Everything hurts, yet I'm numb. I feel everything and nothing. My father has continued to beat me everyday for the past two weeks. Danny is avoiding me, and I him, and Paul, it seems, has given up on me. I feel so alone. Right now, I'm in the floor of my bathroom, having locked both the door to my bedroom and my bathroom. I don't know how many times I had been kicked, thrown, and grabbed today. Everything hurt. Once I had finally gotten back to my room, which was an accomplishment , I sat down and hadn't moved since.

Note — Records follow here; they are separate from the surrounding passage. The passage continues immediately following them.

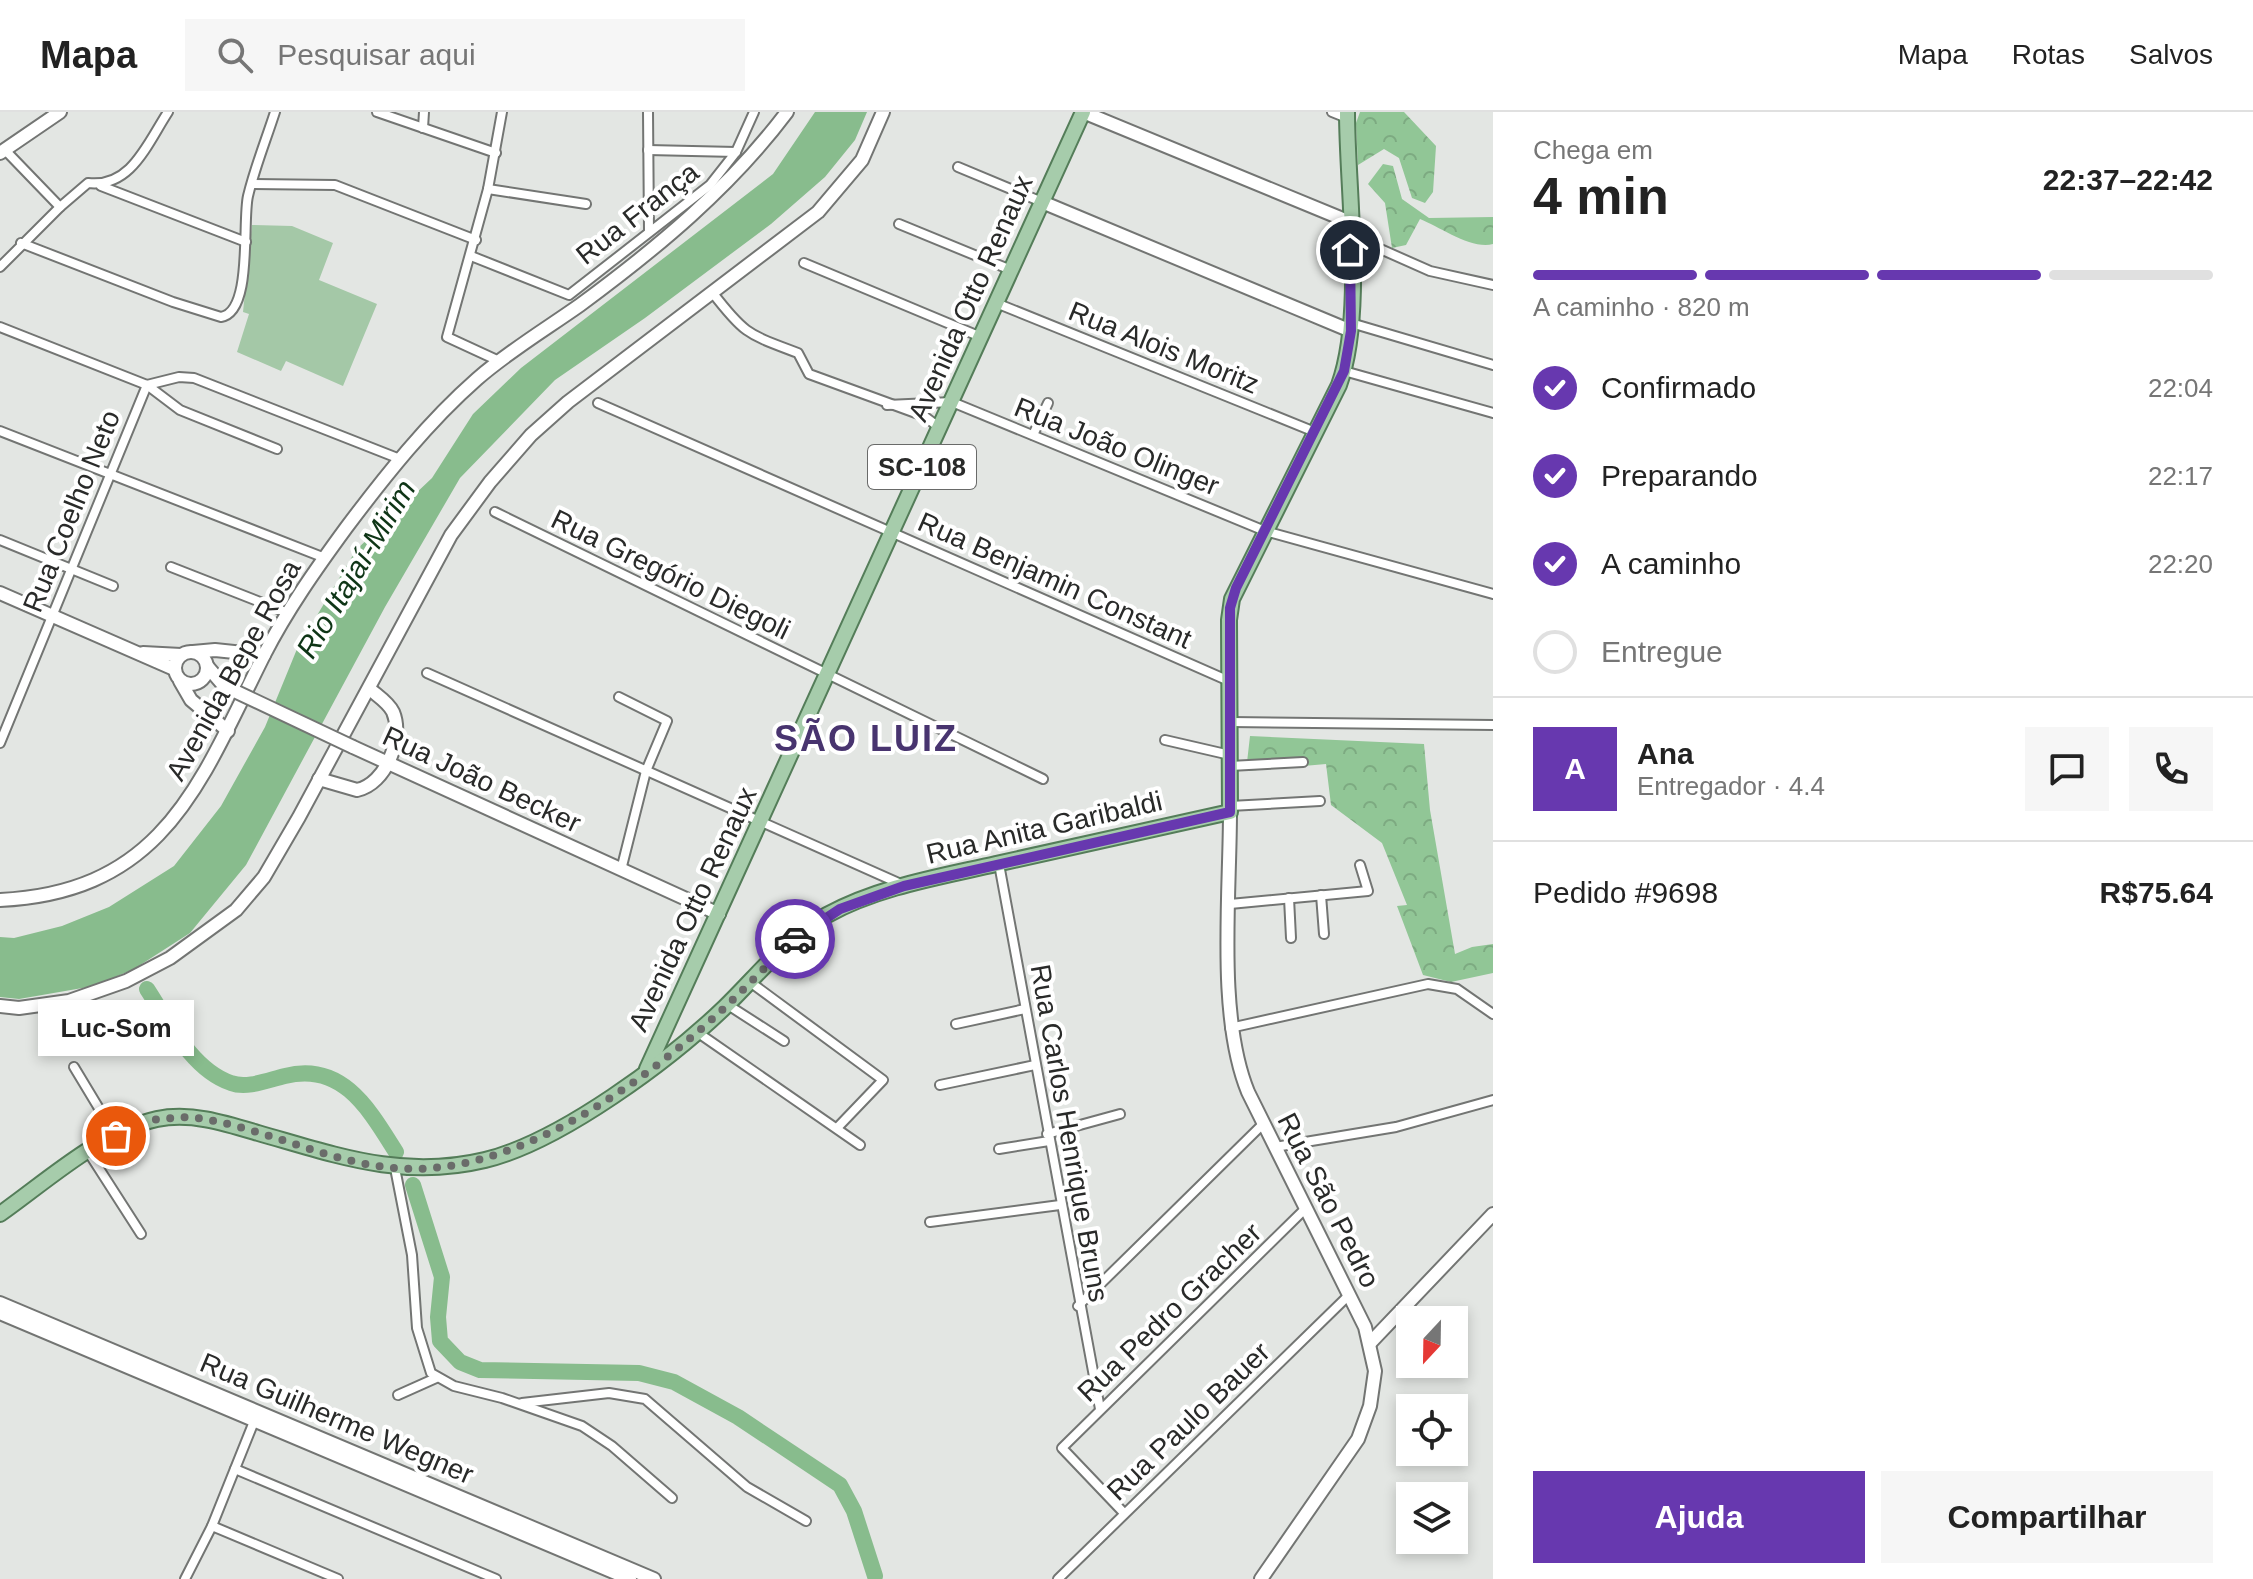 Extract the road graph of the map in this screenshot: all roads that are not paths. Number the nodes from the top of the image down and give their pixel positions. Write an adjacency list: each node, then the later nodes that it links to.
1 (60, 112): 16 (main road)
2 (168, 112): 21 (street)
3 (275, 112): 20 (street)
4 (377, 112): 14 (street)
5 (424, 112): 14 (street)
6 (502, 112): 18 (street)
7 (648, 112): 15 (street)
8 (754, 112): 17 (street, Rua França)
9 (787, 112): 42 (main road, Avenida Bepe Rosa)
10 (883, 112): 37 (main road)
11 (1083, 112): 23 (main road, Avenida Otto Renaux / SC-108); 27 (main road)
12 (1332, 112): 13 (street)
13 (1347, 115): 27 (main road)
14 (423, 128): 18 (street)
15 (648, 150): 17 (street); 28 (street)
16 (2, 152): 25 (street)
17 (736, 152): 28 (street, Rua França)
18 (496, 153): 22 (street)
19 (958, 167): 23 (street)
20 (252, 184): 29 (street); 30 (street)
21 (101, 186): 25 (street); 30 (street)
22 (488, 189): 24 (street); 29 (street)
23 (1042, 202): 35 (main road, Avenida Otto Renaux / SC-108); 40 (main road)
24 (586, 204)
25 (60, 207): 31 (street)
26 (899, 224): 35 (street)
27 (1350, 229): 36 (street); 40 (main road)
28 (649, 231): 32 (street, Rua França)
29 (476, 240): 32 (street)
30 (246, 242): 31 (street)
31 (21, 243): 34 (street)
32 (471, 256): 42 (street)
33 (804, 263): 41 (street)
34 (1, 267)
35 (1011, 270): 38 (main road, Avenida Otto Renaux / SC-108)
36 (1493, 285)
37 (712, 292): 49 (street); 80 (main road)
38 (996, 303): 41 (main road, Avenida Otto Renaux / SC-108); 53 (street, Rua Alois Moritz)
39 (0, 327): 45 (street)
40 (1351, 327): 43 (street); 44 (main road)
41 (981, 337): 46 (main road, Avenida Otto Renaux / SC-108)
42 (499, 361): 56 (main road, Avenida Bepe Rosa)
43 (1493, 365)
44 (1344, 371): 50 (street); 53 (main road)
45 (147, 385): 55 (street); 56 (street); 57 (street, Rua Coelho Neto)
46 (952, 402): 49 (street); 51 (main road, Avenida Otto Renaux / SC-108); 54 (street, Rua João Olinger)
47 (598, 403): 60 (street, Rua Benjamin Constant)
48 (1048, 403): 54 (street)
49 (887, 405): 51 (street)
50 (1493, 413)
51 (940, 428): 60 (main road, Avenida Otto Renaux / SC-108)
52 (0, 431): 57 (street)
53 (1315, 432): 59 (main road)
54 (1033, 435): 59 (street, Rua João Olinger)
55 (277, 449)
56 (400, 459): 62 (main road, Avenida Bepe Rosa)
57 (110, 475): 62 (street); 64 (street, Rua Coelho Neto)
58 (495, 512): 75 (street, Rua Gregório Diegoli)
59 (1265, 531): 67 (street, Rua João Olinger); 77 (main road)
60 (892, 533): 75 (main road, Avenida Otto Renaux / SC-108); 77 (street, Rua Benjamin Constant)
61 (0, 540): 64 (street)
62 (325, 558): 68 (main road, Avenida Bepe Rosa)
63 (171, 567): 68 (street)
64 (71, 569): 65 (street); 69 (street, Rua Coelho Neto)
65 (113, 586)
66 (0, 593): 69 (main road)
67 (1493, 594)
68 (288, 613): 72 (main road, Avenida Bepe Rosa)
69 (53, 614): 70 (main road); 86 (street, Rua Coelho Neto)
70 (143, 653): 71 (main road); 76 (main road)
71 (187, 654): 72 (main road); 73 (main road, Rua João Becker); 76 (main road)
72 (264, 655): 84 (main road, Avenida Bepe Rosa)
73 (207, 666): 78 (main road); 79 (main road, Rua João Becker)
74 (427, 673): 90 (street)
75 (828, 674): 92 (street, Rua Gregório Diegoli); 95 (main road, Avenida Otto Renaux / SC-108)
76 (177, 675): 78 (main road, Rua João Becker); 84 (main road)
77 (1230, 681): 82 (main road)
78 (200, 682): 79 (main road, Rua João Becker)
79 (226, 687): 88 (main road, Rua João Becker, bridge)
80 (371, 690): 88 (main road); 91 (main road)
81 (619, 697): 90 (street)
82 (1231, 722): 83 (street); 87 (main road)
83 (1493, 725)
84 (228, 731): 102 (main road, Avenida Bepe Rosa)
85 (1165, 740): 87 (street)
86 (0, 743)
87 (1230, 760): 89 (street); 94 (main road)
88 (387, 762): 91 (main road); 98 (main road, Rua João Becker)
89 (1303, 762)
90 (646, 771): 95 (street); 98 (street)
91 (319, 779): 109 (main road)
92 (1043, 779)
93 (1320, 801): 94 (street)
94 (1230, 809): 96 (main road, Rua Anita Garibaldi); 103 (main road, Rua São Pedro)
95 (761, 822): 99 (street); 104 (main road, Avenida Otto Renaux / SC-108)
96 (999, 864): 99 (main road, Rua Anita Garibaldi); 110 (street, Rua Carlos Henrique Bruns)
97 (1360, 865): 100 (street)
98 (621, 870): 104 (main road, Rua João Becker)
99 (904, 886): 107 (main road, Rua Anita Garibaldi)
100 (1321, 895): 101 (street); 105 (street)
101 (1289, 898): 103 (street); 106 (street)
102 (0, 900)
103 (1230, 904): 113 (main road, Rua São Pedro)
104 (719, 914): 115 (main road, Avenida Otto Renaux / SC-108)
105 (1324, 934)
106 (1291, 938)
107 (750, 982): 108 (main road, Rua Anita Garibaldi); 125 (street)
108 (728, 1005): 114 (main road, Rua Anita Garibaldi); 116 (street)
109 (0, 1006)
110 (1025, 1009): 112 (street); 118 (street, Rua Carlos Henrique Bruns)
111 (1493, 1014): 113 (street)
112 (956, 1024)
113 (1230, 1028): 124 (main road, Rua São Pedro)
114 (697, 1032): 117 (main road, Rua Anita Garibaldi); 125 (street)
115 (662, 1037): 117 (main road); 120 (main road, Avenida Otto Renaux / SC-108)
116 (784, 1041)
117 (681, 1046): 120 (main road, Rua Anita Garibaldi)
118 (1035, 1065): 121 (street); 127 (street, Rua Carlos Henrique Bruns)
119 (74, 1067): 126 (street)
120 (645, 1072): 132 (main road, Rua Anita Garibaldi)
121 (940, 1085)
122 (1493, 1100): 129 (street)
123 (1120, 1114): 127 (street)
124 (1263, 1124): 129 (main road, Rua São Pedro); 141 (street)
125 (837, 1128): 128 (street)
126 (116, 1136): 131 (main road, Rua Anita Garibaldi); 132 (main road, Rua Anita Garibaldi)
127 (1048, 1137): 130 (street); 133 (street, Rua Carlos Henrique Bruns)
128 (860, 1145)
129 (1275, 1147): 134 (main road, Rua São Pedro)
130 (999, 1149)
131 (89, 1153): 135 (main road, Rua Anita Garibaldi); 138 (street)
132 (395, 1168): 144 (street)
133 (1060, 1205): 137 (street); 141 (street, Rua Carlos Henrique Bruns)
134 (1306, 1208): 139 (main road, Rua São Pedro); 147 (street, Rua Pedro Gracher)
135 (2, 1211)
136 (1493, 1214): 143 (main road)
137 (930, 1222)
138 (141, 1234)
139 (1349, 1295): 143 (main road, Rua São Pedro); 151 (street, Rua Paulo Bauer)
140 (0, 1303): 148 (main road, Rua Guilherme Wegner)
141 (1078, 1306): 147 (street, Rua Carlos Henrique Bruns)
142 (0, 1313): 148 (main road, Rua Guilherme Wegner)
143 (1371, 1342): 161 (main road, Rua São Pedro)
144 (436, 1378): 145 (street); 146 (street)
145 (398, 1395)
146 (518, 1404): 150 (street); 152 (street)
147 (1100, 1409): 151 (street, Rua Pedro Gracher)
148 (256, 1416): 149 (street); 154 (main road, Rua Guilherme Wegner)
149 (235, 1469): 153 (street); 157 (street)
150 (672, 1498)
151 (1124, 1513): 160 (street, Rua Paulo Bauer)
152 (806, 1521)
153 (212, 1526): 155 (street); 156 (street)
154 (543, 1537): 158 (main road, Rua Guilherme Wegner); 159 (main road, Rua Guilherme Wegner)
155 (185, 1579)
156 (338, 1579)
157 (496, 1579)
158 (630, 1579)
159 (654, 1579)
160 (1058, 1579)
161 (1261, 1579)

I glanced at the cabinet for the um-teenth time, contemplating whether or not to reach for what I had hidden inside. Finally deciding to do it, I opened the door and felt on the underside of the counter for a small, velvet bag I had hanging on a small hook. I grasped the small bag in my shaking hands and slowly un-cinched the top. I dumped to contents into my palm. My razor blades. I had three that I kept in the small bag, I had a fourth hidden in my book bag, and a fifth taped to the underside of my bed. I took one blade between my fingers and put the other two back in the small sack before placing it on the counter. I stared at the small blade, spinning it with my fore finger between my thumb and middle finger. I contemplated whether or not to slice my skin because I know what happened last time. This time, I didn't have anyone looking out for me, checking on me, wanting to be here for me. I moved the blade down to my wrist and began to softly run the cold metal against my skin. Before I put more pressure on the blade, I got up and went into my room to get my phone. I took my previous seat on the floor and went to my contacts. I contemplated on calling Danny. I was still hurt from what he told my dad, but I needed to talk to someone, and he was the only one who knew about these things that went on with me. I pressed his number, shaking with nerves. He was probably asleep as it was past 3am, but I hoped for the best. After a few rings, I heard his raspy voice coming through the speaker.
"Hello?" He sounded tired
"D-danny?" I stuttered through my sobs.
"Fuck. Kellin, you shouldn't be calling me. You can't do this."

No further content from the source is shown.